## EXERCISE
Within the records, which lines hold the string "points"? Report each one by copying it.

───── ENTRIES SUPPLIED ─────

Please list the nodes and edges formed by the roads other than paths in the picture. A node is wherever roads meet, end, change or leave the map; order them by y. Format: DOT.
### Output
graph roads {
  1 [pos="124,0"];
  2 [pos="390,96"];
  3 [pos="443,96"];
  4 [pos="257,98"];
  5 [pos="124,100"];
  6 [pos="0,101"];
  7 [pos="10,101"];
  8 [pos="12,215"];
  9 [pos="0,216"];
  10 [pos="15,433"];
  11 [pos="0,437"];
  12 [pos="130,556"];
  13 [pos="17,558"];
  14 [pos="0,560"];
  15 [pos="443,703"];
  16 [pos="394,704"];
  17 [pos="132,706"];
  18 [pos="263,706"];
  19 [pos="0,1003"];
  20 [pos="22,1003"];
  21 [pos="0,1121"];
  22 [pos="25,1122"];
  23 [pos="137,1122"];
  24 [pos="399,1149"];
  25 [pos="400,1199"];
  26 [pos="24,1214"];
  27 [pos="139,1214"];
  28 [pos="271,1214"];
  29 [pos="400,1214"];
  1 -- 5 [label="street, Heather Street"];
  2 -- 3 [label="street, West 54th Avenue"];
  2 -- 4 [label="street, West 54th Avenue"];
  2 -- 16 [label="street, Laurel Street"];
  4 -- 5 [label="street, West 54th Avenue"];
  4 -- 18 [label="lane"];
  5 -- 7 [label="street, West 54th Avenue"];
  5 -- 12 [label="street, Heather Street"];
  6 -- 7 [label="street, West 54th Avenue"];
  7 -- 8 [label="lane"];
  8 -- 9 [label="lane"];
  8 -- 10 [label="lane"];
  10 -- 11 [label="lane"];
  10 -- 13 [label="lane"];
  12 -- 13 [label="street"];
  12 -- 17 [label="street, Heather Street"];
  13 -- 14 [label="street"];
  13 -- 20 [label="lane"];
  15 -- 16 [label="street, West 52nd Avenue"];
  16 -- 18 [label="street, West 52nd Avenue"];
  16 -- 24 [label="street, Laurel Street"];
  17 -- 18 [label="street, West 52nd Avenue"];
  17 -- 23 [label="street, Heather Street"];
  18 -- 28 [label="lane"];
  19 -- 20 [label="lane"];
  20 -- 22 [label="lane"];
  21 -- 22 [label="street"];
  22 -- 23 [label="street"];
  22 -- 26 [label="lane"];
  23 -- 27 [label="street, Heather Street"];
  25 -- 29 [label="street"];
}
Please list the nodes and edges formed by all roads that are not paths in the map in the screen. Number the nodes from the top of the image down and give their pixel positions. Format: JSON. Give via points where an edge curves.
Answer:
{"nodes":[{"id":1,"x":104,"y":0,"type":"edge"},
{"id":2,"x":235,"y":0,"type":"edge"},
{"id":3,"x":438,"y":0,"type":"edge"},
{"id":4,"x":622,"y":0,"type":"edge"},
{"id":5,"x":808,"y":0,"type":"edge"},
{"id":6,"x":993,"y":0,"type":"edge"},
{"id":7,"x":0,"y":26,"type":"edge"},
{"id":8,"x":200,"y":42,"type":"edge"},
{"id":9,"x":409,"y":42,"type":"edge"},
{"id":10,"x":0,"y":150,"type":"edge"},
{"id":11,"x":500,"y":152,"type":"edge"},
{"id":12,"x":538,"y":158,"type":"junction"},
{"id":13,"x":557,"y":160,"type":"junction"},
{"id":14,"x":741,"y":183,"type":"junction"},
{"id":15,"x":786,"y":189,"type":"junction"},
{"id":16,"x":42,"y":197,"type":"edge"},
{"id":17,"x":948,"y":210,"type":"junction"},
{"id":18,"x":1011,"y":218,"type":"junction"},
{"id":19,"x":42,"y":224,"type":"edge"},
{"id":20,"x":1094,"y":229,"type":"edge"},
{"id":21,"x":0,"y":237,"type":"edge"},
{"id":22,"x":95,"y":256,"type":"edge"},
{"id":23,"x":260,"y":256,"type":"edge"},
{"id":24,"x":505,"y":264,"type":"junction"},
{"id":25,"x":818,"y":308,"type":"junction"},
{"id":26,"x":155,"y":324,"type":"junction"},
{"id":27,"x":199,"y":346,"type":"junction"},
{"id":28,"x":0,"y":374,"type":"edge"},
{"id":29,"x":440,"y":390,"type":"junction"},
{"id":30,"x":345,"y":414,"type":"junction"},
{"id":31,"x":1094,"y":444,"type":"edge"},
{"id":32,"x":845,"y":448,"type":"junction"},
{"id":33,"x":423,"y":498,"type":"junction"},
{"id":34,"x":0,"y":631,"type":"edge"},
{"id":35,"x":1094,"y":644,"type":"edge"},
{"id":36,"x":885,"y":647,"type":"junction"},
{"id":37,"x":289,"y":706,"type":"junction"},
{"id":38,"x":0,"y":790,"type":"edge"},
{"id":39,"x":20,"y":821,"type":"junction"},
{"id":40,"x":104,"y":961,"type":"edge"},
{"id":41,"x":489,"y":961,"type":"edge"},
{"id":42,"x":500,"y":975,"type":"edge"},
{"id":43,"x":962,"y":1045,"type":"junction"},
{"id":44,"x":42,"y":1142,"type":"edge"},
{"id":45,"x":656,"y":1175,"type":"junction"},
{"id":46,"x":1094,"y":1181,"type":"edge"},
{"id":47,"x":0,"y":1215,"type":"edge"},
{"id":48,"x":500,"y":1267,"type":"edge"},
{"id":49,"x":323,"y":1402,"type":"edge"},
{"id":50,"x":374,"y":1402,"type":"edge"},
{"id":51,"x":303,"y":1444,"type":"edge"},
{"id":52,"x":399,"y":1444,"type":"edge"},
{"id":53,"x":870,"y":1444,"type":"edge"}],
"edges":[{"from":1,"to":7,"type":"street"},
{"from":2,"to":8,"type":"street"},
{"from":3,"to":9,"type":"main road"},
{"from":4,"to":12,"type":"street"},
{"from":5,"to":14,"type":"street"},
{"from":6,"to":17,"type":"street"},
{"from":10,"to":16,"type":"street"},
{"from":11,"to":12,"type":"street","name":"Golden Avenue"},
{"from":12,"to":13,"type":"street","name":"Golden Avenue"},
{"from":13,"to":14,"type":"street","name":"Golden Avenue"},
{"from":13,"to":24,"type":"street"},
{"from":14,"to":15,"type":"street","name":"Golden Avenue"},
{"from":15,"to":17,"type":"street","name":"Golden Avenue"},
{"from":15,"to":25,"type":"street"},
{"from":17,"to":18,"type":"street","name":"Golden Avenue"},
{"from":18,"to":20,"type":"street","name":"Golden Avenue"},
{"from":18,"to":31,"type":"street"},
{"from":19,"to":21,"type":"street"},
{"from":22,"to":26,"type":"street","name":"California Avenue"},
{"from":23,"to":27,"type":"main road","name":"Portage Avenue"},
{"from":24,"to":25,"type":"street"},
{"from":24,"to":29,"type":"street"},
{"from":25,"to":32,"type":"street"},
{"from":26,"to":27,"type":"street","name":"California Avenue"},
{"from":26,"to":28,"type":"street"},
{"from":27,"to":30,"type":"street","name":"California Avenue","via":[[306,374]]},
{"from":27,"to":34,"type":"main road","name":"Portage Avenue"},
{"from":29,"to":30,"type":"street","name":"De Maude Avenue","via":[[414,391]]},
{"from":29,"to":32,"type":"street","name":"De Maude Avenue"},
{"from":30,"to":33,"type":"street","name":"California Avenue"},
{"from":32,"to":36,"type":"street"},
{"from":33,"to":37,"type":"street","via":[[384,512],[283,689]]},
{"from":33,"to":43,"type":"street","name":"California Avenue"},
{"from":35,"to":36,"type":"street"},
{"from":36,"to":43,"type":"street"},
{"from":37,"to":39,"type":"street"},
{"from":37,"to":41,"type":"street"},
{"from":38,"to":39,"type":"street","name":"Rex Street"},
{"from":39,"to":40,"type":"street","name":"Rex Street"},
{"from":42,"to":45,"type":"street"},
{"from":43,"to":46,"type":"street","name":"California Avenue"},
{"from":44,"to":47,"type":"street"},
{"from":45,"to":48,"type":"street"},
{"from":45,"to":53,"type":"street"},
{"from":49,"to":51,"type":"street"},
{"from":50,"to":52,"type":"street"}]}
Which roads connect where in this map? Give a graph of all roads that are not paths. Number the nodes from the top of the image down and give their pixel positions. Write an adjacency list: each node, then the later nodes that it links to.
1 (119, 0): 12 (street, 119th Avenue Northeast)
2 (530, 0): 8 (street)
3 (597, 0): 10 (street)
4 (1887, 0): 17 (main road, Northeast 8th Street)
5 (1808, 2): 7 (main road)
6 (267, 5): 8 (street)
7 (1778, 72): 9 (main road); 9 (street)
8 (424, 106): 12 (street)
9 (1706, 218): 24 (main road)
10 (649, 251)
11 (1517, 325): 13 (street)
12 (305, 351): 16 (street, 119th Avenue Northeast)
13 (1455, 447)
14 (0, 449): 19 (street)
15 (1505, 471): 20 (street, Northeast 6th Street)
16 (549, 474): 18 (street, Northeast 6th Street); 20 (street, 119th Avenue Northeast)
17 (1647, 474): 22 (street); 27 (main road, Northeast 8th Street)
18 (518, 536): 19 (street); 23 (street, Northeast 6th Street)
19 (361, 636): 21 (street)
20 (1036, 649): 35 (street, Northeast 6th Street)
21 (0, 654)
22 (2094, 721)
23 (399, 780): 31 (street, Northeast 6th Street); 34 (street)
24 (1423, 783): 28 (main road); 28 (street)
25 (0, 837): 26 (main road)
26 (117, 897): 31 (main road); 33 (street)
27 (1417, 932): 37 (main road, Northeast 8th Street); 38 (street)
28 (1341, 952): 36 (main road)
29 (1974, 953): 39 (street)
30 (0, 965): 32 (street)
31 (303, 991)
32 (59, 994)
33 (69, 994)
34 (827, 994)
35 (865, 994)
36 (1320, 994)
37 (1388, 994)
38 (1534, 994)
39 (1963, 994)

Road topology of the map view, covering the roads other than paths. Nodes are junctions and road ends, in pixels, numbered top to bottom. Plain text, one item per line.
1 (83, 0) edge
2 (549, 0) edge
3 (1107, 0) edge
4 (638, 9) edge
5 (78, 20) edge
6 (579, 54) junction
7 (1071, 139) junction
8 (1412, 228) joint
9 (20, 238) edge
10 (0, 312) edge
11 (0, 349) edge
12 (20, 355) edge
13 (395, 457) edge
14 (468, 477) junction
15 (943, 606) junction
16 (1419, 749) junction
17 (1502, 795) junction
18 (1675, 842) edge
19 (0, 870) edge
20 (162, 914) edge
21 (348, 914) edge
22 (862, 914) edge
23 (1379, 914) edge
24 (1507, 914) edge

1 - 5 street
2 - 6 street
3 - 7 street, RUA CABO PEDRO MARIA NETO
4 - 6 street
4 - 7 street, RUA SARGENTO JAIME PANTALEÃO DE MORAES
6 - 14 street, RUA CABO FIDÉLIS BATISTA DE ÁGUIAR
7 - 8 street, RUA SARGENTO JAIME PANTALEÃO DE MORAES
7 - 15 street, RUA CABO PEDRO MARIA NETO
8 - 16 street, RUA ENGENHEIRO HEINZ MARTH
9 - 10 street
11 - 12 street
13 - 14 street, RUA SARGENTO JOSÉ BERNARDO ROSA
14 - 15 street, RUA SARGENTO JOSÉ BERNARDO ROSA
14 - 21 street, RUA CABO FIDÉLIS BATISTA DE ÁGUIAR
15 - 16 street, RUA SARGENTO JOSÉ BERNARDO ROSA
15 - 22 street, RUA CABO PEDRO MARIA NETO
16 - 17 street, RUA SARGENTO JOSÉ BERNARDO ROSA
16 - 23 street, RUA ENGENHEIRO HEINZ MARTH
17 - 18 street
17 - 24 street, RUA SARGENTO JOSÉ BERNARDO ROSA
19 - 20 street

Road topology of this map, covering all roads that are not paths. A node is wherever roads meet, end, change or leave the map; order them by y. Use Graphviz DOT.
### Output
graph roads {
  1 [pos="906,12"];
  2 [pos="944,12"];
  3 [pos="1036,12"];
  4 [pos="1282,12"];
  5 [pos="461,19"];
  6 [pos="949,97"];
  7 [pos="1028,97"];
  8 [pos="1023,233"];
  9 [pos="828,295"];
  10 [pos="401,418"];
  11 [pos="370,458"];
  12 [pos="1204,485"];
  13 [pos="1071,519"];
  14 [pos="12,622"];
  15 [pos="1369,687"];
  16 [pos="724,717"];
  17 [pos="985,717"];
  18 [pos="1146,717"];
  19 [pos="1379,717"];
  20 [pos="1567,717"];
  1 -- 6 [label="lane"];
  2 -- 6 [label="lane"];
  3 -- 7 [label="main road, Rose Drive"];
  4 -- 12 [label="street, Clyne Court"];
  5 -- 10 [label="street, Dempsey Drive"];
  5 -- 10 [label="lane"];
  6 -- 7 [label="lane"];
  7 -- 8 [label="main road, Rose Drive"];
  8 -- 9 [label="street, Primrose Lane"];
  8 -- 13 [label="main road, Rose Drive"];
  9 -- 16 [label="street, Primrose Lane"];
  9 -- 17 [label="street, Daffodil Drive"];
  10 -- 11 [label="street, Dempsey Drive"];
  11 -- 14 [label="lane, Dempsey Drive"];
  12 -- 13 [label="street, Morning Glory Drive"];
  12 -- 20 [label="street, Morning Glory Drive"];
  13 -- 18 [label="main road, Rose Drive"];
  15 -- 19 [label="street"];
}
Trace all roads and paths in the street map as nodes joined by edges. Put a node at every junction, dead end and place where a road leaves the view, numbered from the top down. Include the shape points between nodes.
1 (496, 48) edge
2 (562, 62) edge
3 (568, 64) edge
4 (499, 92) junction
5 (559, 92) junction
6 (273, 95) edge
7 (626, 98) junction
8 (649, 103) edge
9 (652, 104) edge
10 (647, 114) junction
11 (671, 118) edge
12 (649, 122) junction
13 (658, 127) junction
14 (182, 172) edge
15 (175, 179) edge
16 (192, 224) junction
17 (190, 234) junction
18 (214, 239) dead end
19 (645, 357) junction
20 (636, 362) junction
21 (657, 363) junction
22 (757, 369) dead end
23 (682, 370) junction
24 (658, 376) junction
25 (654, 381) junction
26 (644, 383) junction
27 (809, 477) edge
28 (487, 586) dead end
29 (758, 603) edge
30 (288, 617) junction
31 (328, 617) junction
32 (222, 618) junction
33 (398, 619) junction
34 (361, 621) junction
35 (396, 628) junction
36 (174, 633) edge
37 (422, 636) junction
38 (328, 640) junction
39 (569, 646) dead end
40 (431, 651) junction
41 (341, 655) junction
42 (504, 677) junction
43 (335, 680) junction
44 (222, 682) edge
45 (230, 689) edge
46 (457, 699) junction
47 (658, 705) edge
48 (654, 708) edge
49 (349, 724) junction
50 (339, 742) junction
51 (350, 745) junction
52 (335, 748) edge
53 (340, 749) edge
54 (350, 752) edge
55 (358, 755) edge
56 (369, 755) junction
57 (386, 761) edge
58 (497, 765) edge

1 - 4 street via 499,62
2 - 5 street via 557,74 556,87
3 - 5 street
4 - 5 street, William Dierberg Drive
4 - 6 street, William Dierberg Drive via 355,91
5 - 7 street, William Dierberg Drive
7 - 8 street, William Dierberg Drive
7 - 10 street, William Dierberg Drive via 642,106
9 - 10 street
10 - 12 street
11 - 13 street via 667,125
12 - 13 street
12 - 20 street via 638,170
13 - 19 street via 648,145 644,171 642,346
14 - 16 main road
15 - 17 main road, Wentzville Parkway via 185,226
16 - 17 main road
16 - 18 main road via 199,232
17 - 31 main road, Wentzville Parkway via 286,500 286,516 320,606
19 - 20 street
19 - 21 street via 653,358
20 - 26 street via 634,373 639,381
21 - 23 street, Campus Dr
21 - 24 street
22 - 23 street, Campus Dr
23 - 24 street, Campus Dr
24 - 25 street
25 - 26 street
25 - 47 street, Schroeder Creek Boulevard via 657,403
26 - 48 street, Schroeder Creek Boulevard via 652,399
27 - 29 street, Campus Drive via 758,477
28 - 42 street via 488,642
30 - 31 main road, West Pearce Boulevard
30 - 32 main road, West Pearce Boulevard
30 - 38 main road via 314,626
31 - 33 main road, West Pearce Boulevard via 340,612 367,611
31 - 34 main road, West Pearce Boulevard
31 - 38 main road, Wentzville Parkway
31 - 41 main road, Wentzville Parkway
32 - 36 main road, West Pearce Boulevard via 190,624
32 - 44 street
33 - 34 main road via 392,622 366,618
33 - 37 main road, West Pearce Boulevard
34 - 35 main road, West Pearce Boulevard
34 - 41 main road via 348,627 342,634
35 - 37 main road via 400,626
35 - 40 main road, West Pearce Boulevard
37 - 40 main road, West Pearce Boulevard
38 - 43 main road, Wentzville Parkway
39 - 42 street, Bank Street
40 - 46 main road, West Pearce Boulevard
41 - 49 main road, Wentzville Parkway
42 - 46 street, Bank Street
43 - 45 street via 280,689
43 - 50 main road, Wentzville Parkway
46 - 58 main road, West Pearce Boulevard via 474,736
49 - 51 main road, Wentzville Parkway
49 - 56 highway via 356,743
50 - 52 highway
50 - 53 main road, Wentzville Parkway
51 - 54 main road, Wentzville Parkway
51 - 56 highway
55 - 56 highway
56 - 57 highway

─────

## RESPONSE TO THIS EXERCISE
Please list the nodes and edges formed by all roads that are not paths in the map in the screen. Number the nodes from the top of the image down and give their pixel positions. Format: JSON. Give via points where an edge curves.
Trace all roads and paths in the street map as nodes joined by edges. Put a node at every junction, dead end and place where a road leaves the view, numbered from the top down. Include the shape points between nodes.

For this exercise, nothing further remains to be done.